**Description of the task**
Pick out the lines in the listing below that contain the word "Cisco" and copy them.

**Dataset extract**

-------------------------

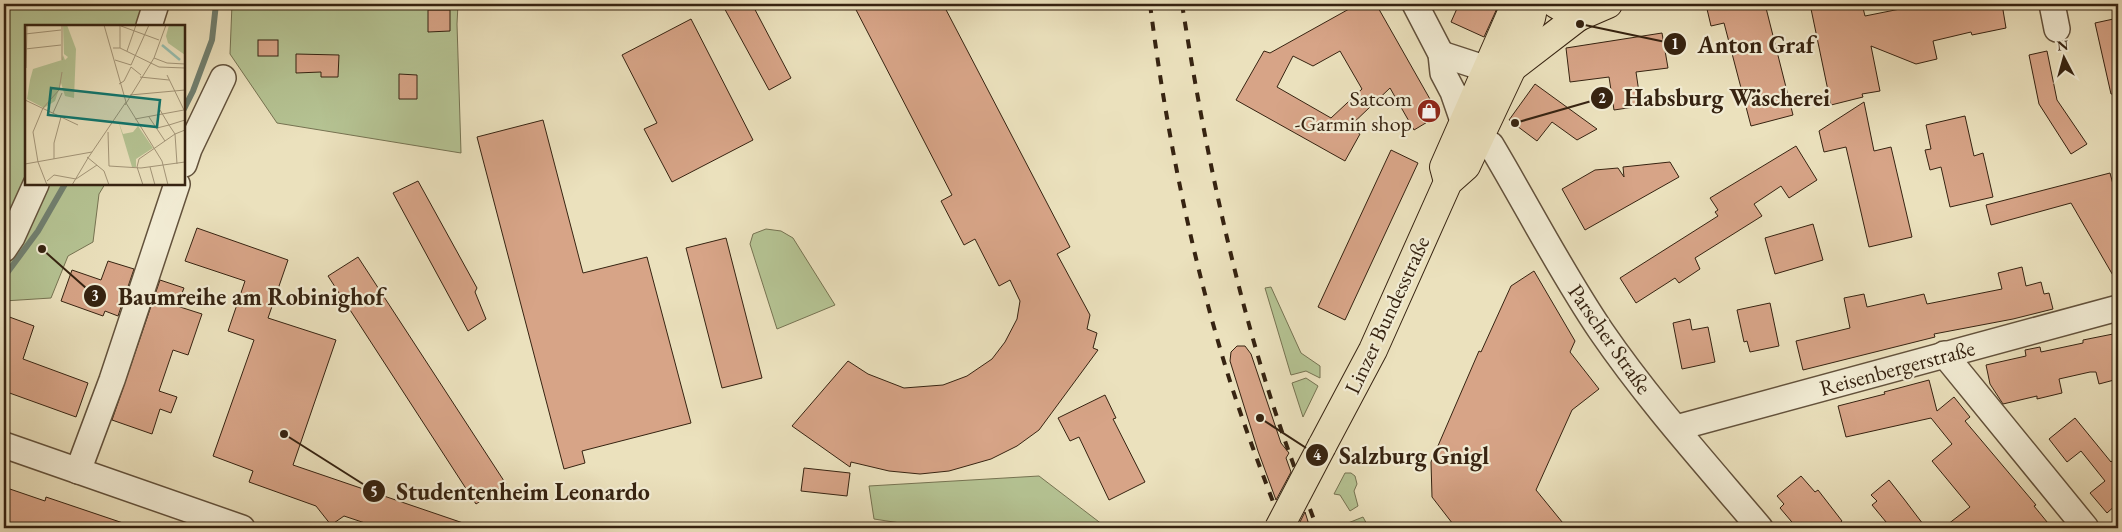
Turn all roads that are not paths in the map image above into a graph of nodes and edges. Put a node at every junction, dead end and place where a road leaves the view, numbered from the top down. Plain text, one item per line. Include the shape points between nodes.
1 (156, 4) edge
2 (1416, 4) edge
3 (1519, 4) edge
4 (1534, 4) edge
5 (1608, 4) edge
6 (2052, 4) edge
7 (1567, 10) edge
8 (150, 25) edge
9 (2057, 29) dead end
10 (1442, 54) junction
11 (1500, 69) junction
12 (223, 78) dead end
13 (1470, 131) junction
14 (185, 161) edge
15 (36, 185) edge
16 (177, 185) edge
17 (4, 249) edge
18 (2118, 308) edge
19 (1944, 354) junction
20 (1676, 428) junction
21 (4, 445) edge
22 (78, 471) junction
23 (242, 528) edge
24 (1279, 528) edge
25 (1760, 528) edge
26 (2086, 528) edge

1 - 8 street
2 - 10 street
3 - 11 main road, Linzer Bundesstraße via 1513,10
4 - 11 main road, Linzer Bundesstraße via 1531,18
5 - 7 main road
6 - 9 street
7 - 11 main road
10 - 11 street via 1474,66
10 - 13 street via 1443,73
11 - 13 main road, Linzer Bundesstraße
12 - 14 street
13 - 20 street, Parscher Straße via 1491,145 1600,329
13 - 24 main road, Linzer Bundesstraße, bridge via 1466,166 1448,182 1373,350
15 - 17 street
16 - 22 street
18 - 19 street, Reisenbergerstraße
19 - 20 street, Reisenbergerstraße
19 - 26 street
20 - 25 street, Parscher Straße
21 - 22 street
22 - 23 street

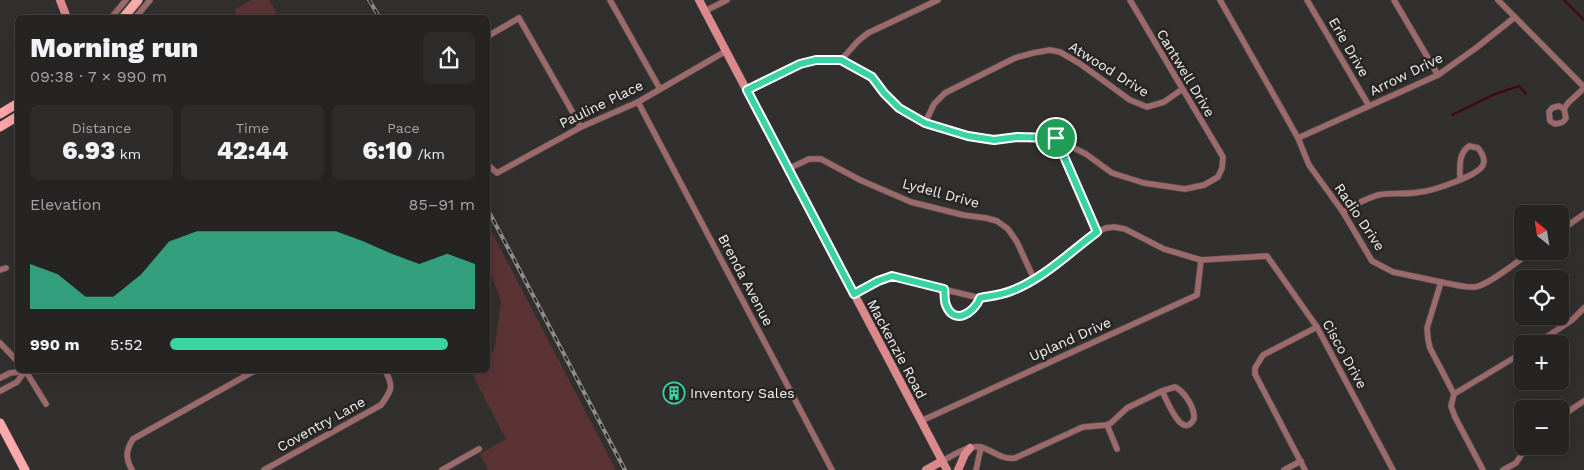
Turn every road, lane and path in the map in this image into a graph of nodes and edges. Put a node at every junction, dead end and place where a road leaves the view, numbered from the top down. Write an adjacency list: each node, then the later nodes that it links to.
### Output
1 (60, 0): 15 (main road)
2 (126, 0): 16 (street)
3 (138, 0): 17 (main road)
4 (150, 0): 18 (street)
5 (610, 0): 24 (street)
6 (699, 0): 14 (main road, Mackenzie Road)
7 (727, 0): 14 (street)
8 (938, 0): 22 (street)
9 (1130, 0): 27 (street, Cantwell Drive)
10 (1220, 0): 38 (street, Radio Drive)
11 (1307, 0): 30 (street, Erie Drive)
12 (1394, 0): 23 (street)
13 (1498, 0): 19 (street)
14 (705, 11): 21 (main road, Mackenzie Road)
15 (67, 15)
16 (114, 15)
17 (126, 15)
18 (138, 15)
19 (1515, 17): 23 (street, Arrow Drive); 25 (street)
20 (490, 35): 36 (street)
21 (726, 51): 24 (street, Pauline Place); 26 (main road, Mackenzie Road)
22 (841, 60): 26 (street); 34 (street)
23 (1438, 75): 30 (street, Arrow Drive)
24 (660, 88): 28 (street, Pauline Place)
25 (1584, 88): 31 (street)
26 (747, 90): 40 (main road, Mackenzie Road)
27 (1181, 90): 34 (street, Atwood Drive); 37 (street, Cantwell Drive)
28 (638, 102): 36 (street, Pauline Place); 85 (street, Brenda Avenue)
29 (15, 104): 32 (main road)
30 (1369, 106): 38 (street, Arrow Drive)
31 (1564, 109)
32 (0, 114)
33 (15, 118): 35 (main road)
34 (925, 123): 37 (street)
35 (0, 127)
36 (581, 127): 39 (street, Pauline Place)
37 (1056, 138): 45 (street)
38 (1298, 138): 42 (street, Radio Drive)
39 (490, 167)
40 (788, 169): 48 (street, Lydell Drive); 51 (main road, Mackenzie Road)
41 (1460, 179): 42 (street)
42 (1343, 212): 49 (street, Radio Drive)
43 (1584, 214): 44 (street)
44 (1569, 225)
45 (1097, 232): 46 (street); 48 (street)
46 (1201, 260): 54 (street, Cisco Drive); 71 (street, Upland Drive)
47 (1518, 260): 49 (street, Radio Drive)
48 (1034, 279): 52 (street)
49 (1440, 282): 67 (street)
50 (944, 289): 51 (street); 52 (street); 52 (street)
51 (854, 294): 71 (main road, Mackenzie Road)
52 (980, 298)
53 (1584, 308): 55 (street)
54 (1317, 327): 80 (street); 92 (street, Cisco Drive)
55 (1550, 335)
56 (0, 343): 58 (street)
57 (1514, 358): 67 (street)
58 (15, 359)
59 (15, 372): 64 (street)
60 (24, 373): 65 (street)
61 (28, 373): 69 (street)
62 (251, 373): 82 (street)
63 (387, 373): 83 (street, Coventry Lane)
64 (0, 378)
65 (0, 391)
66 (1162, 391): 66 (street); 73 (street)
67 (1454, 394): 93 (street)
68 (1584, 401): 70 (street)
69 (46, 404)
70 (1569, 411)
71 (921, 421): 79 (main road, Mackenzie Road)
72 (0, 423): 81 (main road)
73 (1106, 426): 74 (street); 77 (street)
74 (981, 447): 75 (street); 89 (street)
75 (970, 448): 79 (street); 88 (main road)
76 (479, 449): 84 (street)
77 (1117, 449)
78 (1521, 455): 94 (street)
79 (942, 461): 86 (main road); 87 (main road, Mackenzie Road)
80 (1301, 461): 90 (street); 91 (street)
81 (25, 470)
82 (132, 470)
83 (264, 470)
84 (442, 470)
85 (832, 470)
86 (926, 470)
87 (946, 470)
88 (958, 470)
89 (976, 470)
90 (1284, 470)
91 (1305, 470)
92 (1393, 470)
93 (1483, 470)
94 (1503, 470)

-------------------------

**Task answer**
46 (1201, 260): 54 (street, Cisco Drive); 71 (street, Upland Drive)
54 (1317, 327): 80 (street); 92 (street, Cisco Drive)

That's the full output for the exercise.